BEGIN Entries supplied

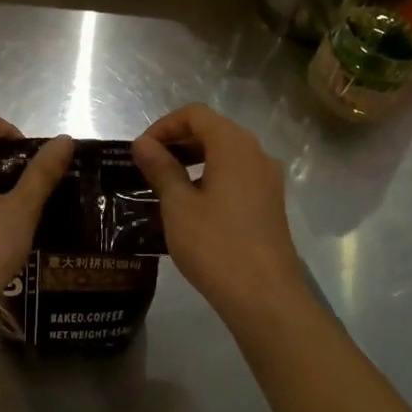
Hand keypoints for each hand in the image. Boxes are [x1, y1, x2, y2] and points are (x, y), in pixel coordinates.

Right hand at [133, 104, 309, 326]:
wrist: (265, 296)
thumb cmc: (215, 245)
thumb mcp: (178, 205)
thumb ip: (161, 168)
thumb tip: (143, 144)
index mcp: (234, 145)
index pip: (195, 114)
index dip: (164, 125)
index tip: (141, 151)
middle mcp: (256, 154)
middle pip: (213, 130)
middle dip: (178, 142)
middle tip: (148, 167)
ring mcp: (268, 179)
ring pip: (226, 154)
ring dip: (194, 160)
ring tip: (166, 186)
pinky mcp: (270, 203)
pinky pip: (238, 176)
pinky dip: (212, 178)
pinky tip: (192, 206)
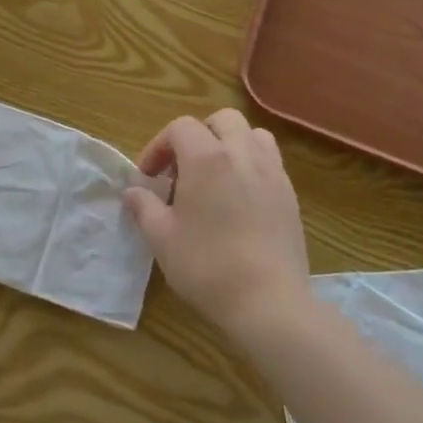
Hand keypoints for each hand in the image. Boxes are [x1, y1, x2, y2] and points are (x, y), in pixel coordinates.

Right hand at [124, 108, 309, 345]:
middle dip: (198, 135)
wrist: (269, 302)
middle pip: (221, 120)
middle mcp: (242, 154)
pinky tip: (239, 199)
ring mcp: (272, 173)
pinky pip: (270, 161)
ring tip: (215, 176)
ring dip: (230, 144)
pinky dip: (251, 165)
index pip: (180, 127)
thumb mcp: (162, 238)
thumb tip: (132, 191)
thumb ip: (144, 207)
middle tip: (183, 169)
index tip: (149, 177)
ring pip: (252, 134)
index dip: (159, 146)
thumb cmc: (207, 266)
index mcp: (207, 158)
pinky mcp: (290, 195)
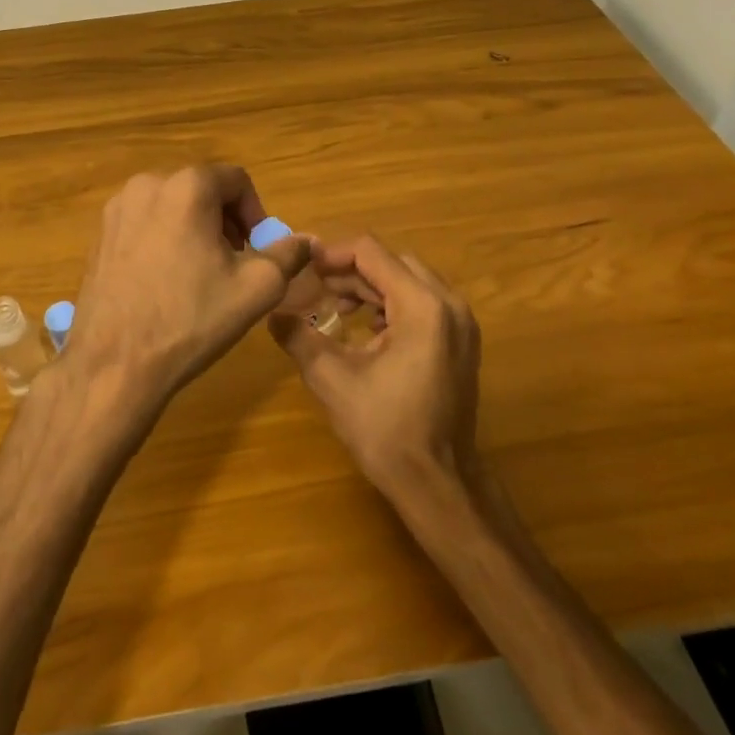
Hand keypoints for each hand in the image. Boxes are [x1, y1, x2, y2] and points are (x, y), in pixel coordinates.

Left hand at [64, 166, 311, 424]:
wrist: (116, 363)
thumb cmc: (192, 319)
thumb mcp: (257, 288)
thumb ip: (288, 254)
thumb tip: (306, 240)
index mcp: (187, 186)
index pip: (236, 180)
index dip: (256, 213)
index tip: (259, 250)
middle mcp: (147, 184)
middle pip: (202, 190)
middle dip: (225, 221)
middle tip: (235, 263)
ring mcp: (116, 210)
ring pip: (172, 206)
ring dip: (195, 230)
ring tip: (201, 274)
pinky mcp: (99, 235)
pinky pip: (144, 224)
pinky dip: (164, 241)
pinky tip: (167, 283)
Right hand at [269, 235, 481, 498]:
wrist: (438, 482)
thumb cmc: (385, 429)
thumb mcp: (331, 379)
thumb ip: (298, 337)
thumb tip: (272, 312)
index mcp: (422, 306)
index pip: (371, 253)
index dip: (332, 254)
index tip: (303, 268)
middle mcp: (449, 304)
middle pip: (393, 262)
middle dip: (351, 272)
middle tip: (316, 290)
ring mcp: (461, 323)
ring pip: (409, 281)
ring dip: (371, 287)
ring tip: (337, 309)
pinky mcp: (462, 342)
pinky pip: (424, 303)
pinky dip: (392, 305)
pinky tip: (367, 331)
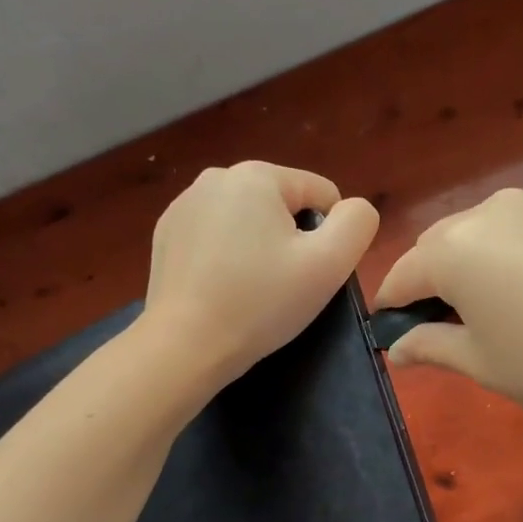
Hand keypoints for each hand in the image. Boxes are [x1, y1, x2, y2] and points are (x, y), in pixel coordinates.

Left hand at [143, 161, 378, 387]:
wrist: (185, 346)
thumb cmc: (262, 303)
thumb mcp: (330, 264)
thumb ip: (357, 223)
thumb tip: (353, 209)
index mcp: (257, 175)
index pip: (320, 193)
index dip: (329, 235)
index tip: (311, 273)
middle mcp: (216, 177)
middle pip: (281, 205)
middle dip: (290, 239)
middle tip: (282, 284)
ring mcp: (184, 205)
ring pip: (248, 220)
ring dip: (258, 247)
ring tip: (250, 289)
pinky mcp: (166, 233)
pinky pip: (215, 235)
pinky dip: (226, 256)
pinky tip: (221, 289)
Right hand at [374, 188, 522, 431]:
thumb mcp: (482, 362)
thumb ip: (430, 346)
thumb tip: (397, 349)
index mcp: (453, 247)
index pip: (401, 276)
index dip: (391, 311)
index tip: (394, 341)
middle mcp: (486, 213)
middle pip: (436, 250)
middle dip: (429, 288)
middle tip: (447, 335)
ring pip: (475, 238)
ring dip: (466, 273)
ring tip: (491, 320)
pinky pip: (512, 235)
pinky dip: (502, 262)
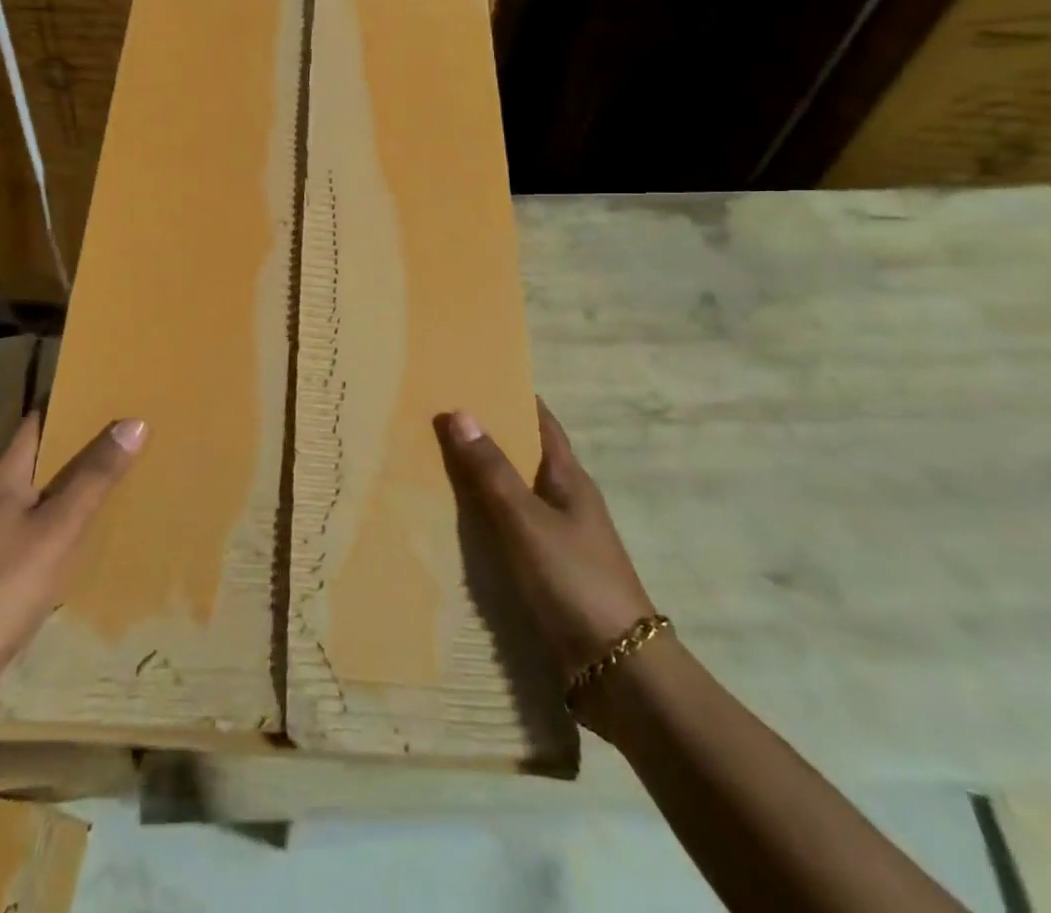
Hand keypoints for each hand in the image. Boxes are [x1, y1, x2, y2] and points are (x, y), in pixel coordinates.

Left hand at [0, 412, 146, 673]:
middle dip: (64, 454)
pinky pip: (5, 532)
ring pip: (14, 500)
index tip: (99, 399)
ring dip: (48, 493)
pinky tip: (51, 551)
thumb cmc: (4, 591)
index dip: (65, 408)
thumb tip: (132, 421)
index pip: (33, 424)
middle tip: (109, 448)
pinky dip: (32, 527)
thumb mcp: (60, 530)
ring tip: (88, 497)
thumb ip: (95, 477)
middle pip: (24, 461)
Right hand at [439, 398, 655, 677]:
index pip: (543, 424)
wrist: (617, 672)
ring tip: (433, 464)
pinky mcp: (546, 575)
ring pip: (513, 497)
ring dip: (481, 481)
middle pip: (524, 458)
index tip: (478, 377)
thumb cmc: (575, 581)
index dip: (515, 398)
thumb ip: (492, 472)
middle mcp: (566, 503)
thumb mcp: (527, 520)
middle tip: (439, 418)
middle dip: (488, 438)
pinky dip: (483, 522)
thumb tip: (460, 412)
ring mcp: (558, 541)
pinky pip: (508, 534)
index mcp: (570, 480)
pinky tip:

END Entries supplied

=== Aim of the task ===
Only the lines from the beginning of the records up to and including the line with "pinky pip: (238, 176)" should appear, exactly as they are, and no pictures.

=== Output of the task ===
Hand keypoints for each hand in the image. Boxes are [x1, y1, x2, y2] and points are (x, y), in pixel coordinates.

Right hand at [133, 104, 309, 326]:
wrist: (265, 296)
thumb cmc: (215, 245)
thumb mcp: (178, 205)
thumb ip: (161, 168)
thumb tip: (143, 144)
index mcp: (234, 145)
index pip: (195, 114)
index dip: (164, 125)
index tip: (141, 151)
middle mcp: (256, 154)
middle pip: (213, 130)
middle dip: (178, 142)
middle tip: (148, 167)
ring mcp: (268, 179)
ring pip: (226, 154)
ring dip: (194, 160)
ring tip: (166, 186)
pinky mcp: (270, 203)
pinky pip: (238, 176)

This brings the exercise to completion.